[Supplied data Boundary: Start]

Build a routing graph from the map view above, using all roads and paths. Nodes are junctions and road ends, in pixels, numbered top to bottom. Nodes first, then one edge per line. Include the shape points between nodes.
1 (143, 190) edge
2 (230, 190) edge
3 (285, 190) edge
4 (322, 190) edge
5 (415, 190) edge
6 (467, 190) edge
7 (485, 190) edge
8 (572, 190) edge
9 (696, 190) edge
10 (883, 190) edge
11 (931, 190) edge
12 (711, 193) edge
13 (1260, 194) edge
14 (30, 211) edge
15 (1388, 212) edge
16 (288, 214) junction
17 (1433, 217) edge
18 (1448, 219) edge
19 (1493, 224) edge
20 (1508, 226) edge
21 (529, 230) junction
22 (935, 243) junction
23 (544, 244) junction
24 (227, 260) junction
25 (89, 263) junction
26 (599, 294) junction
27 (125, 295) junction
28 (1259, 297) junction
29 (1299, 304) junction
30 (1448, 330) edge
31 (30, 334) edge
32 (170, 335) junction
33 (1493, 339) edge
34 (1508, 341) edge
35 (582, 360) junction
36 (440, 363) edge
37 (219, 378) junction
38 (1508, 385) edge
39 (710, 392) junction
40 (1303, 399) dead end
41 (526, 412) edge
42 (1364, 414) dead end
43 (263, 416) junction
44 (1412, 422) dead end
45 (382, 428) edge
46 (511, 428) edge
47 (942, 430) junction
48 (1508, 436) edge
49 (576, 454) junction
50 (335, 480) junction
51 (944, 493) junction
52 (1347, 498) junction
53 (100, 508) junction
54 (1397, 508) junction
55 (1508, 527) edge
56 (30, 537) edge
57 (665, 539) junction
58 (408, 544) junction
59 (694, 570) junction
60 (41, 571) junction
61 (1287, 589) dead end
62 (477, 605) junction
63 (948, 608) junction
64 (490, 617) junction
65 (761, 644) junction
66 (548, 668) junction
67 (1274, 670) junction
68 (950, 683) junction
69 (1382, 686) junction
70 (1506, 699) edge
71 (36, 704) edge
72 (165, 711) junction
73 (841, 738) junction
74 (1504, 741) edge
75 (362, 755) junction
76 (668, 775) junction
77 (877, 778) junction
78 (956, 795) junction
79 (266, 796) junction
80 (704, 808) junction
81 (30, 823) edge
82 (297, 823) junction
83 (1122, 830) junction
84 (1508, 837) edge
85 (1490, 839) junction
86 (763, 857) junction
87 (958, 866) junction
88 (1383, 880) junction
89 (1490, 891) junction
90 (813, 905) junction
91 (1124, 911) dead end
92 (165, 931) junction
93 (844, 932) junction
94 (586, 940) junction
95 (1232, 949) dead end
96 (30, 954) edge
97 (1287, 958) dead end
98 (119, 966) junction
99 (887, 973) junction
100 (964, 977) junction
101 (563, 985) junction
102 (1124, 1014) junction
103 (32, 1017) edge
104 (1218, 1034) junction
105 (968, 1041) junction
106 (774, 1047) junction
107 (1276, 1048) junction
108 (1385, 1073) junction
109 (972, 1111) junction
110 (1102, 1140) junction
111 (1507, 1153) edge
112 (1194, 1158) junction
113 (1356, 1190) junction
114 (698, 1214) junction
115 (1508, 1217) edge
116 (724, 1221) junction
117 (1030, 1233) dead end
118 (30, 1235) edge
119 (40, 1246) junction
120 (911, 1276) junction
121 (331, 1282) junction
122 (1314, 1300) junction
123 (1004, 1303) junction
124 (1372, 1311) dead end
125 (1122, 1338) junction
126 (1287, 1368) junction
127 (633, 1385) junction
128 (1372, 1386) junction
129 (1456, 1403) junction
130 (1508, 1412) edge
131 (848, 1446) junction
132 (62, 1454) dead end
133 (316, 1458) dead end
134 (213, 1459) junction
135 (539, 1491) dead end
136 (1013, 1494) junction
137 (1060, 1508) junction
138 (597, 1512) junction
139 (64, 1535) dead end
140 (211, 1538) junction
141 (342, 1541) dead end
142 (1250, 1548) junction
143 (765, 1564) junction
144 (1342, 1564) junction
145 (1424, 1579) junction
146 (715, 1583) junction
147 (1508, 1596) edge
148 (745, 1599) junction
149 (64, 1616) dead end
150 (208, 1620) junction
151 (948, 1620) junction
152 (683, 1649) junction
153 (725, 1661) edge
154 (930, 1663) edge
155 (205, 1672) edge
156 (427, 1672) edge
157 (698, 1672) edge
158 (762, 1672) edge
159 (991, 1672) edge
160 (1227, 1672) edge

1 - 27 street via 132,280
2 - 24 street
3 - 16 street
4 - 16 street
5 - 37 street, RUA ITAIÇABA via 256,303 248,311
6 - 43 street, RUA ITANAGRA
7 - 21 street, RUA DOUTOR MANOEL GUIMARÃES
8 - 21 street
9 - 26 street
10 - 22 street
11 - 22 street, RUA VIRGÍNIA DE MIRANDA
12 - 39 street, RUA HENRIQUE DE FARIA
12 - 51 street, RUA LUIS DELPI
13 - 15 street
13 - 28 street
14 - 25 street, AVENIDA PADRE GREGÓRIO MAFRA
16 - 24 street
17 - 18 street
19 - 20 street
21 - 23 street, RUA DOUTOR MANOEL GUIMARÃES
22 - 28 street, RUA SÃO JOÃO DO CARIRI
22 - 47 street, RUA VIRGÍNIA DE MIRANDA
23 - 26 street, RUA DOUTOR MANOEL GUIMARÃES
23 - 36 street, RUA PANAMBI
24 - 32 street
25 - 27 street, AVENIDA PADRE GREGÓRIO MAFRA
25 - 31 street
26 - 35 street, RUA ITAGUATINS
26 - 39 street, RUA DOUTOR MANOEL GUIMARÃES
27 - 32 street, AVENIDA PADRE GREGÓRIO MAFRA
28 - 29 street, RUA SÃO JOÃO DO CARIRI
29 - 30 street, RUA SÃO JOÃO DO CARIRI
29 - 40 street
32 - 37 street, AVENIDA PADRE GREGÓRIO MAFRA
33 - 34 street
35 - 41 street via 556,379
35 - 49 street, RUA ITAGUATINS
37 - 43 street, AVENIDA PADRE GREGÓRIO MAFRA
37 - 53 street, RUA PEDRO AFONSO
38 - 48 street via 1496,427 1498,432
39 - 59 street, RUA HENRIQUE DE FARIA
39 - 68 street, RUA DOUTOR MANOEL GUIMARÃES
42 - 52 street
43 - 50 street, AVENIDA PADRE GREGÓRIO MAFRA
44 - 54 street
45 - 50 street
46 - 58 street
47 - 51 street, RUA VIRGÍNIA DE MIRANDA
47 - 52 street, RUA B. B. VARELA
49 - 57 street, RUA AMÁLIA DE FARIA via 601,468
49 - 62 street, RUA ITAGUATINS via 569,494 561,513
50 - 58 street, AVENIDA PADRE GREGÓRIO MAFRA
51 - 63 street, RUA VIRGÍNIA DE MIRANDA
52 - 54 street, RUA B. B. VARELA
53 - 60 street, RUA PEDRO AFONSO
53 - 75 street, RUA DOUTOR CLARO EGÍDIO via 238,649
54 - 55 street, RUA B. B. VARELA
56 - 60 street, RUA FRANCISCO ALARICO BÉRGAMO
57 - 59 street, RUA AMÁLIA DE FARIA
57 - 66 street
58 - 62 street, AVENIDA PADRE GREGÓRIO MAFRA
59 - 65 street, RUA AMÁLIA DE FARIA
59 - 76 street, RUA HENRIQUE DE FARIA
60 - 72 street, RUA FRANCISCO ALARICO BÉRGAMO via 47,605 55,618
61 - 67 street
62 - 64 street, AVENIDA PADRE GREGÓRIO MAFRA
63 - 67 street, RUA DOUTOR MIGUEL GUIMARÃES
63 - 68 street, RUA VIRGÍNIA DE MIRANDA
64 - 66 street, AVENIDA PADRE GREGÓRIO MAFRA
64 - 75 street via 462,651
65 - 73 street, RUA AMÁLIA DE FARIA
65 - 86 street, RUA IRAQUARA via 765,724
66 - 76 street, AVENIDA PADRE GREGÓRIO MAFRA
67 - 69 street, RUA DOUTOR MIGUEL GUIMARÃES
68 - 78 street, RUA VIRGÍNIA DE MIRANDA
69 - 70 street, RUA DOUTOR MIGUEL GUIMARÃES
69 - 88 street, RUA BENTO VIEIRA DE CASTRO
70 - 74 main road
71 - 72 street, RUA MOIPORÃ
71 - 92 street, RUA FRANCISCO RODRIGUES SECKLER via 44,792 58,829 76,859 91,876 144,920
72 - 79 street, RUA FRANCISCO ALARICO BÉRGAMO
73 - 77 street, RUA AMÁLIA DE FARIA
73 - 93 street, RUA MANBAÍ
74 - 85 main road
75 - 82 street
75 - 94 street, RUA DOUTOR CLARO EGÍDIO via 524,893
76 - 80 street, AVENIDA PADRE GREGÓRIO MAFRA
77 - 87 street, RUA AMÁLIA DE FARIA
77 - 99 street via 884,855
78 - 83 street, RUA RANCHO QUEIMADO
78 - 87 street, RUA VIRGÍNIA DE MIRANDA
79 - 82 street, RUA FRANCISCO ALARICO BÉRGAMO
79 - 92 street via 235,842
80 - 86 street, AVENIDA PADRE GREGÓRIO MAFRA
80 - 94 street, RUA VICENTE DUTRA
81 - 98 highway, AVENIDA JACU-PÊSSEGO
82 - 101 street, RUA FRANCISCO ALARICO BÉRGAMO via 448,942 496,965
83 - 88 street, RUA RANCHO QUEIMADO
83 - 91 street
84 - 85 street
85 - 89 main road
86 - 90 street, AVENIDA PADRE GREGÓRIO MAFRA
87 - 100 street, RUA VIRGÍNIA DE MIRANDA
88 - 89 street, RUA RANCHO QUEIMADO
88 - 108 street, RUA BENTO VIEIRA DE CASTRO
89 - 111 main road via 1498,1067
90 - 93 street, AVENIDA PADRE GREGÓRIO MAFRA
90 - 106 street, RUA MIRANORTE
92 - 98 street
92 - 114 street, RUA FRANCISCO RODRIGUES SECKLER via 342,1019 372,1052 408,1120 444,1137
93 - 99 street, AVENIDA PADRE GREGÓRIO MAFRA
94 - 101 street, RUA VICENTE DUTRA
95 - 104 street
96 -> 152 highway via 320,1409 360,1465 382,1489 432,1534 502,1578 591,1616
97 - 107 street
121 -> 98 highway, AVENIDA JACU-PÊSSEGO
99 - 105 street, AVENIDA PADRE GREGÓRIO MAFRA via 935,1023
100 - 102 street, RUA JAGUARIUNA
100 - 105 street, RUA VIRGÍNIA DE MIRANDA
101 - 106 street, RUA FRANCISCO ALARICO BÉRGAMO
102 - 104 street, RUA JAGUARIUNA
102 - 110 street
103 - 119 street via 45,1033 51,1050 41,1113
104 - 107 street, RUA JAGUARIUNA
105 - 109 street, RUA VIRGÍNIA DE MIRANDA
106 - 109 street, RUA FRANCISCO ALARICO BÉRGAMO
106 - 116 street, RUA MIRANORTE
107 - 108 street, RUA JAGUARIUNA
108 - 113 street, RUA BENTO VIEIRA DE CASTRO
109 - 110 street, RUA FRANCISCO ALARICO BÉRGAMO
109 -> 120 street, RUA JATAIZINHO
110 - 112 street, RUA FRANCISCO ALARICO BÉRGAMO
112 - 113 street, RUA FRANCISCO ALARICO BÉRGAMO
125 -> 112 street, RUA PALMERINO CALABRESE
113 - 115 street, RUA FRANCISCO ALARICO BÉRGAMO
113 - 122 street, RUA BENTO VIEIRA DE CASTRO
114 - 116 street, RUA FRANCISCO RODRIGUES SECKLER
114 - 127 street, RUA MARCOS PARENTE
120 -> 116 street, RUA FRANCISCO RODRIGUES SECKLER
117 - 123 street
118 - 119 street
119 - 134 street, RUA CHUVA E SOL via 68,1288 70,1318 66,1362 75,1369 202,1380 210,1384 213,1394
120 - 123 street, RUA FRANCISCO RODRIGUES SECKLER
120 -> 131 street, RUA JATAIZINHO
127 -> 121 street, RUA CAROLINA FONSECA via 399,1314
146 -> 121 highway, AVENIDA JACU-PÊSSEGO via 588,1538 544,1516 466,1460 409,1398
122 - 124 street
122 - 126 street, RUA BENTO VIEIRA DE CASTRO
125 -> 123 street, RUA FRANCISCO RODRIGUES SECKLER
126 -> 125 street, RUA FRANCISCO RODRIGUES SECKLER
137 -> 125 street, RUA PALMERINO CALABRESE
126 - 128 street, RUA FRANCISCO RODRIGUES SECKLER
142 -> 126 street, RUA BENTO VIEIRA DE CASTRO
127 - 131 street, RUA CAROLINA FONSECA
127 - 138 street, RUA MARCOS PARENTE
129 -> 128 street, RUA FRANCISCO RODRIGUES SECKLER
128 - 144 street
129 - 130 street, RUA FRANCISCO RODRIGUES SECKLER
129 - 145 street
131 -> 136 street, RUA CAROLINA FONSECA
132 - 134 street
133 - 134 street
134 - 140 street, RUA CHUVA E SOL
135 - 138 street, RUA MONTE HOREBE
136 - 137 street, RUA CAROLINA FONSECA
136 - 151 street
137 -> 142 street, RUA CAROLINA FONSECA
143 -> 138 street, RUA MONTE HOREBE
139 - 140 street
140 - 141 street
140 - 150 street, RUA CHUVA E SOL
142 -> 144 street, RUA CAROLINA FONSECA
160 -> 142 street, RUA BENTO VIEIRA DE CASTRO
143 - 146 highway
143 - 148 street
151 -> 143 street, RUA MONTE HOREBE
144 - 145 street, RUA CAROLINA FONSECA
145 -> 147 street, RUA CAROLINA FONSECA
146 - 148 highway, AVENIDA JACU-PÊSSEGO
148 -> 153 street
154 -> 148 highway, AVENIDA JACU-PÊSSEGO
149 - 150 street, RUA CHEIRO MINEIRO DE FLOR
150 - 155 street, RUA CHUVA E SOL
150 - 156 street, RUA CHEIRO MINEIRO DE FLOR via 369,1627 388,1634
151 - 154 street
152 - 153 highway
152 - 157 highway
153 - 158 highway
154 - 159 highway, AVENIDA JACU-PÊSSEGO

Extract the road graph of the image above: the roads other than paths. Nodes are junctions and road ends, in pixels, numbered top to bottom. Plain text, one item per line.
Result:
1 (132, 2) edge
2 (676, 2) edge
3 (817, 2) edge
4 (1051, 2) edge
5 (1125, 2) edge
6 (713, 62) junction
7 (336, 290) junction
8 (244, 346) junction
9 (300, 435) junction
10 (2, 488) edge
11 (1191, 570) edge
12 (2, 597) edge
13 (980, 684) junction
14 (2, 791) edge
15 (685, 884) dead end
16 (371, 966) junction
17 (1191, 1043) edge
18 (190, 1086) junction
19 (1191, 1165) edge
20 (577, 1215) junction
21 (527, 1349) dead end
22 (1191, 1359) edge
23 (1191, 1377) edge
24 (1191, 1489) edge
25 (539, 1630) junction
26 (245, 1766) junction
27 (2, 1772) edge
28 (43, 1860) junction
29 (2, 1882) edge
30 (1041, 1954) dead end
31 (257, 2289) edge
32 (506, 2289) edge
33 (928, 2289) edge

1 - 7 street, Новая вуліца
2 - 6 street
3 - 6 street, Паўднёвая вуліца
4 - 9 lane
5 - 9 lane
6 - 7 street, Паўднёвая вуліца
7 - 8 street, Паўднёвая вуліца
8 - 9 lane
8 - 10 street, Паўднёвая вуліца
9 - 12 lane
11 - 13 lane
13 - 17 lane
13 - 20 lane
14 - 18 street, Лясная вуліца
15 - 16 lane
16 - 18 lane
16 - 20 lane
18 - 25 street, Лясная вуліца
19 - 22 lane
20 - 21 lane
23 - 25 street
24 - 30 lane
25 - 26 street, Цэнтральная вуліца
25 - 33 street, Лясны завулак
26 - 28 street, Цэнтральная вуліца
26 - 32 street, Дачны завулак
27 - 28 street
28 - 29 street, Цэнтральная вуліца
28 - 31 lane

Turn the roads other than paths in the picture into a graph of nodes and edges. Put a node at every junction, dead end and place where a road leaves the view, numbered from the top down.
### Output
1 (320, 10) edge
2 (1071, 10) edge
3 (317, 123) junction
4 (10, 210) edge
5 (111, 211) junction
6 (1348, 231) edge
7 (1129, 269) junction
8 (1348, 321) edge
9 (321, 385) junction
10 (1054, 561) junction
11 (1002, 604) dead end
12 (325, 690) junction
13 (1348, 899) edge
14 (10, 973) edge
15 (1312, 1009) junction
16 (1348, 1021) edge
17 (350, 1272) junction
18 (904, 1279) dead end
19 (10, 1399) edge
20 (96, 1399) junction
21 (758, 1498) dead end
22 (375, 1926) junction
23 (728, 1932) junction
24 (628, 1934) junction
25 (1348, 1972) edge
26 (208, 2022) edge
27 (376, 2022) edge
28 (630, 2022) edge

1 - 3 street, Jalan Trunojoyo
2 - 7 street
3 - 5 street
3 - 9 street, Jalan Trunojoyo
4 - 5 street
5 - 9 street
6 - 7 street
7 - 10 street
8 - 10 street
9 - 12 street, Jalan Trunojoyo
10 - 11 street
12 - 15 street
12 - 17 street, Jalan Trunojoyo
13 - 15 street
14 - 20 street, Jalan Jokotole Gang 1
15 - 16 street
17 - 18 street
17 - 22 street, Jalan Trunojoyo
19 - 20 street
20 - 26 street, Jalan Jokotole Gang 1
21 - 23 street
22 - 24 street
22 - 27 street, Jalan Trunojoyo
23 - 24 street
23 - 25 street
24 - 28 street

[Supplied data Boundary: End]

* _Exercise aim_
Some lines of the records above contain the word "PÊSSEGO". How many are there? Reply with the number alone.

* _Exercise solution_
6